Figure 2: The lifted RPG for the Driverlog problem, NOOPs have been omitted. T = {t1,t2,t3,t4}; D= {d1,d2,d3,d4}.

Calculating the heuristic

Given a constructed Lifted Relaxed Planning Graph (L-RPG) we extract a relaxed lifted plan much like FF. Unfortunately, this yields very poor heuristics, much like previous lifted heuristics. The reason is the merging of equivalent objects during the construction of the RPG. For example, if the goal is (driving d1 t2) then we can see in Figure 2 that this fact is achieved in the 2nd fact layer by applying the action (board {d1, d2, d3, d4} {t1, t2, t3, t4} s1), giving a heuristic estimate of 1.

The problem is that in the 2nd fact layer the drivers d1 and d2 become equivalent, this means that because d2 can board t2 so can t1. In short during the extraction of a relaxed plan from the L-RPG we substituted d1 for d2. To augment the heuristic we instantiate the applied action, which means we take the intersection of the variable domains of the action's parameters and the fact we want to achieve (in this case (driving d1 t2)). This gives us (board {d1} {t2} s1). Then we check its preconditions with the previous fact layer and see if any of the variable domains become empty. The fact (at t2 s1) is true in the initial fact layer, but (at d1 s1) is not.

We have experimented with two ways to augment the heuristic:

ObjectSub: Find the first layer where the objects (in this case d1 and d2) become equivalent and add that fact layer to the heuristic.
GoalSub: Add the violated precondition (in this case (at d1 s1)) as a new goal and find a relaxed plan to achieve it.

Further improvements

In addition we have created two more additions to L-RPG to improve it.

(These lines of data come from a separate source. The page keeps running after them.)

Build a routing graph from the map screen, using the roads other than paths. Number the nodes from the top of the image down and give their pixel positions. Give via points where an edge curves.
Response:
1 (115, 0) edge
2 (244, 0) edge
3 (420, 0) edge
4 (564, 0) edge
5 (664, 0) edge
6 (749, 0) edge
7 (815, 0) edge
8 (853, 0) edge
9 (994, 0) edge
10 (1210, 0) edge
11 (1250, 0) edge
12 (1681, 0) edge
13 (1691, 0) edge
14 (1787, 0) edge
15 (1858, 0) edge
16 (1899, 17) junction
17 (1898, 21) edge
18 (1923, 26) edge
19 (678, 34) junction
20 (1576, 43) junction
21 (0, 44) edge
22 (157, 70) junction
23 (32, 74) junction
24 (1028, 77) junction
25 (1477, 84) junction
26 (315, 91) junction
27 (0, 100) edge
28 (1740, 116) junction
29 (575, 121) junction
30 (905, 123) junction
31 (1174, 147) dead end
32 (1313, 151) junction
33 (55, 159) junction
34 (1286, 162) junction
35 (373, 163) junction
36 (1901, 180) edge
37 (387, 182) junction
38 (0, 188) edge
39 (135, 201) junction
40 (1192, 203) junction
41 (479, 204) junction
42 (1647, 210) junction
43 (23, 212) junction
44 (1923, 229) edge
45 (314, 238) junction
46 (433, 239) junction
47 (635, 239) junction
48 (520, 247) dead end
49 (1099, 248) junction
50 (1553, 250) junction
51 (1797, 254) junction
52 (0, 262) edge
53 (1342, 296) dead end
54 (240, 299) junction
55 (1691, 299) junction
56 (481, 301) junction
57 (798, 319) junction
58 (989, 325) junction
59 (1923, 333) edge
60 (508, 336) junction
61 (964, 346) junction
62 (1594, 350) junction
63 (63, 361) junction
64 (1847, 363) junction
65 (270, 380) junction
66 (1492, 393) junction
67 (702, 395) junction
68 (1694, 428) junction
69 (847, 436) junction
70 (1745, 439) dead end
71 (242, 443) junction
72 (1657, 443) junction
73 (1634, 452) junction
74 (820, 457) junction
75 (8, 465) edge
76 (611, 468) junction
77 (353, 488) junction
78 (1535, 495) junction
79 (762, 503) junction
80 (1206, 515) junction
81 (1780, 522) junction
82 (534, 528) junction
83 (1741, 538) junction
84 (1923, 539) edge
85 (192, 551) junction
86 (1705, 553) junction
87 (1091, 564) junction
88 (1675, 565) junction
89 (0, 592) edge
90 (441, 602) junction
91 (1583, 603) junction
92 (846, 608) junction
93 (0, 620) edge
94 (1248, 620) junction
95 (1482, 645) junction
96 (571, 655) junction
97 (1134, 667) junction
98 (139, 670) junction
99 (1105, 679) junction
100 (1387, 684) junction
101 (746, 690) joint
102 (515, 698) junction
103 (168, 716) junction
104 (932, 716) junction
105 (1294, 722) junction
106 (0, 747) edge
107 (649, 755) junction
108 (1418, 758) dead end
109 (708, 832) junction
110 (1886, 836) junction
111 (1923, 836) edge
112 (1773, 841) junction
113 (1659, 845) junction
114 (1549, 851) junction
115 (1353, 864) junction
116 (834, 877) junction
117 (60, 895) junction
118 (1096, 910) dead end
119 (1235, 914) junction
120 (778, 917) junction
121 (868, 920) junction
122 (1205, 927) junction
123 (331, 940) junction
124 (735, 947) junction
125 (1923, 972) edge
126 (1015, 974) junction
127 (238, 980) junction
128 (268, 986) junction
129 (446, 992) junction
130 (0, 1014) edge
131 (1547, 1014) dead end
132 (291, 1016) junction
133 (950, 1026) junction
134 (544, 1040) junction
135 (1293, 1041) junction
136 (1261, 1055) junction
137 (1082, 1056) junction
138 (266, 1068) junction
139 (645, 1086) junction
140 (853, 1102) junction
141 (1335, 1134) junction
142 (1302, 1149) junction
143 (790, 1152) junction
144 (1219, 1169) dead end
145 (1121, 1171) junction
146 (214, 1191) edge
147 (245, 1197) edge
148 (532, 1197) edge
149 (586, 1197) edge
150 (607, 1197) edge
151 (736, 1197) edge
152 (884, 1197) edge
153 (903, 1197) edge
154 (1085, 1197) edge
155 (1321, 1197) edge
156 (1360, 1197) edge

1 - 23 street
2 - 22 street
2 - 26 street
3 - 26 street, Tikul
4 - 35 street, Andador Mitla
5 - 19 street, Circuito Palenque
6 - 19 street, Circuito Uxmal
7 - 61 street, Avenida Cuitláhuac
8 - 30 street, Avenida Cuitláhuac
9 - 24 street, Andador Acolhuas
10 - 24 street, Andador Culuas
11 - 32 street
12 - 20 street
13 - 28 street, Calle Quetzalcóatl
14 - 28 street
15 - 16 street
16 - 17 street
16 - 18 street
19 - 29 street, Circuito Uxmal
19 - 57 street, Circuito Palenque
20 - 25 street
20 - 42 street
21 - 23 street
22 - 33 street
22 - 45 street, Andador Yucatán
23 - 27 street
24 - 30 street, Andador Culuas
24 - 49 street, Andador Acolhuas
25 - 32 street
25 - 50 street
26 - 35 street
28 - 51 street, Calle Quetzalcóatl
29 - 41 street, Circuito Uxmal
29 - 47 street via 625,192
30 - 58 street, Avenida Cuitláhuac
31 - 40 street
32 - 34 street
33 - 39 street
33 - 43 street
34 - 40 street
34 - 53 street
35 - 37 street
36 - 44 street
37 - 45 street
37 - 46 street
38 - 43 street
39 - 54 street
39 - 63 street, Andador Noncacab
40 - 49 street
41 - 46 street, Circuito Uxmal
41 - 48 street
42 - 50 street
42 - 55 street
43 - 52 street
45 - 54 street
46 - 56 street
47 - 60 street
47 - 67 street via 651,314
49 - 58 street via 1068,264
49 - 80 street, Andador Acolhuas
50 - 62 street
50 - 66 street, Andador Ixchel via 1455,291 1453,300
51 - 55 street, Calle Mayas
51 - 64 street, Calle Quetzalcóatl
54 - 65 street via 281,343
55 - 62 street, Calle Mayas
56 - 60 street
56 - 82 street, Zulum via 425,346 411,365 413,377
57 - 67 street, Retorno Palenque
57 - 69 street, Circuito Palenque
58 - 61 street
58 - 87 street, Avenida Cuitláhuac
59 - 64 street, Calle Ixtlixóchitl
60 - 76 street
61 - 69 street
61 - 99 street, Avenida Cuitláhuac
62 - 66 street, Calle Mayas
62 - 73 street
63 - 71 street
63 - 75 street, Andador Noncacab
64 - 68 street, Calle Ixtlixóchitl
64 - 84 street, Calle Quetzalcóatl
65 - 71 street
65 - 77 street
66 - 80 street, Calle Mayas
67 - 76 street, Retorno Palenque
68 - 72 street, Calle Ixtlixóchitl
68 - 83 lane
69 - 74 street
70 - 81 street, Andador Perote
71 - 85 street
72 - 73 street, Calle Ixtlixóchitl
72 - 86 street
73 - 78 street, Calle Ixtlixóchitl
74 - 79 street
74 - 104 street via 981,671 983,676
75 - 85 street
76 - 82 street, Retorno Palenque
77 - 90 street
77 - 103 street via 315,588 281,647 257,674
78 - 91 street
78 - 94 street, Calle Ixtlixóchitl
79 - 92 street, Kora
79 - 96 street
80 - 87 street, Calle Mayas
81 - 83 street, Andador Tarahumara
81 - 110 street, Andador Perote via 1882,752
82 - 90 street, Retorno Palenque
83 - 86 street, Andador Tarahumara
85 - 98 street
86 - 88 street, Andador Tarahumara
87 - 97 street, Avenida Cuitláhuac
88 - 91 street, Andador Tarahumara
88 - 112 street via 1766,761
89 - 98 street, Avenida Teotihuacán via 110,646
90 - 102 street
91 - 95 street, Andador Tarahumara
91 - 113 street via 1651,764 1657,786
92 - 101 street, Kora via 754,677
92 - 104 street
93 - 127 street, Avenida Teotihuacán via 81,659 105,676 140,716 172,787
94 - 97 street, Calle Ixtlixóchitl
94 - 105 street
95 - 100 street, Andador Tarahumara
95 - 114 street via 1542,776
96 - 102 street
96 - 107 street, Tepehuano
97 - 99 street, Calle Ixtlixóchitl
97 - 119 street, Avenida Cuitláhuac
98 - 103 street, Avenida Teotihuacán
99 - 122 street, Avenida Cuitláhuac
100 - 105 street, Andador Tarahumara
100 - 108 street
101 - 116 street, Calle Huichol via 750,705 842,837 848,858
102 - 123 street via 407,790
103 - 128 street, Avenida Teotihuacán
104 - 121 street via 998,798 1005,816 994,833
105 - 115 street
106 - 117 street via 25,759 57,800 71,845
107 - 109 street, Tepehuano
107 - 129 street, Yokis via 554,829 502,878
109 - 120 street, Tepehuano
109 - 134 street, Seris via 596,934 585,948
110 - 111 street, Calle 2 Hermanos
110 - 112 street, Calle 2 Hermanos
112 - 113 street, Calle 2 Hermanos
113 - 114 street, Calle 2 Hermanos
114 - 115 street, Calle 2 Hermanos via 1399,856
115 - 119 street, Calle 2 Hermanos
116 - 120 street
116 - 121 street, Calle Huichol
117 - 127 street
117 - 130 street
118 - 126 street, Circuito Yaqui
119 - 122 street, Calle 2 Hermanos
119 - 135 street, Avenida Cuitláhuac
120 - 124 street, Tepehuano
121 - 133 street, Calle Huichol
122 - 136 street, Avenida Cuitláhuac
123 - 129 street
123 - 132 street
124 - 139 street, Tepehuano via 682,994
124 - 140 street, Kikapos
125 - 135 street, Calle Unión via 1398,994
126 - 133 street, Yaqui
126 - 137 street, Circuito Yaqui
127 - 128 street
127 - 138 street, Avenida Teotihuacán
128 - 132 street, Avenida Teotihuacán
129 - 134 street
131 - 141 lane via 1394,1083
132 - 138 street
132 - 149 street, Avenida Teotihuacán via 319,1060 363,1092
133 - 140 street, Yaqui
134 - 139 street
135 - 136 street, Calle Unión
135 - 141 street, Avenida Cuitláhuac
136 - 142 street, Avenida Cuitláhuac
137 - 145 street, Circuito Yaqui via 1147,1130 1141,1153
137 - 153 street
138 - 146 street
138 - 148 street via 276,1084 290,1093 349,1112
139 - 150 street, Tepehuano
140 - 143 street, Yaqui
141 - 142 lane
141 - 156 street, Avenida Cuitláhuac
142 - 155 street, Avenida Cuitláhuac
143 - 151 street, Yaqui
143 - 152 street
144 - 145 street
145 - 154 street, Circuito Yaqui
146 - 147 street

Preserve goals: We try to construct an L-RPG that does not include any actions that could delete any goals that have previous been achieved. If we cannot find a relaxed plan then we relax this constraint and rebuild the full L-RPG.
Helpful actions: Like FF we use helpful actions to prune the search space.

Results

The results of L-RPG compared to FF are depicted in Figure 3. As we can see the version that does not use any substitution performs very poorly. On the other hand the GoalSub with helpful actions and preservation of goals is very competitive and even outperforms FF on some domains.

Figure 3: Number of problems solved. h means helpful actions. p means that goals are preserved.

The memory results on larger problem instances is depicted in Figure 4. For these problem instances we added a lot more resources to the domain (rovers, satellites, drivers, and trucks). We see that our planner can solve large problem instances whereas FF dies whilst grounding.

Figure 4: Memory usage on large problem instances.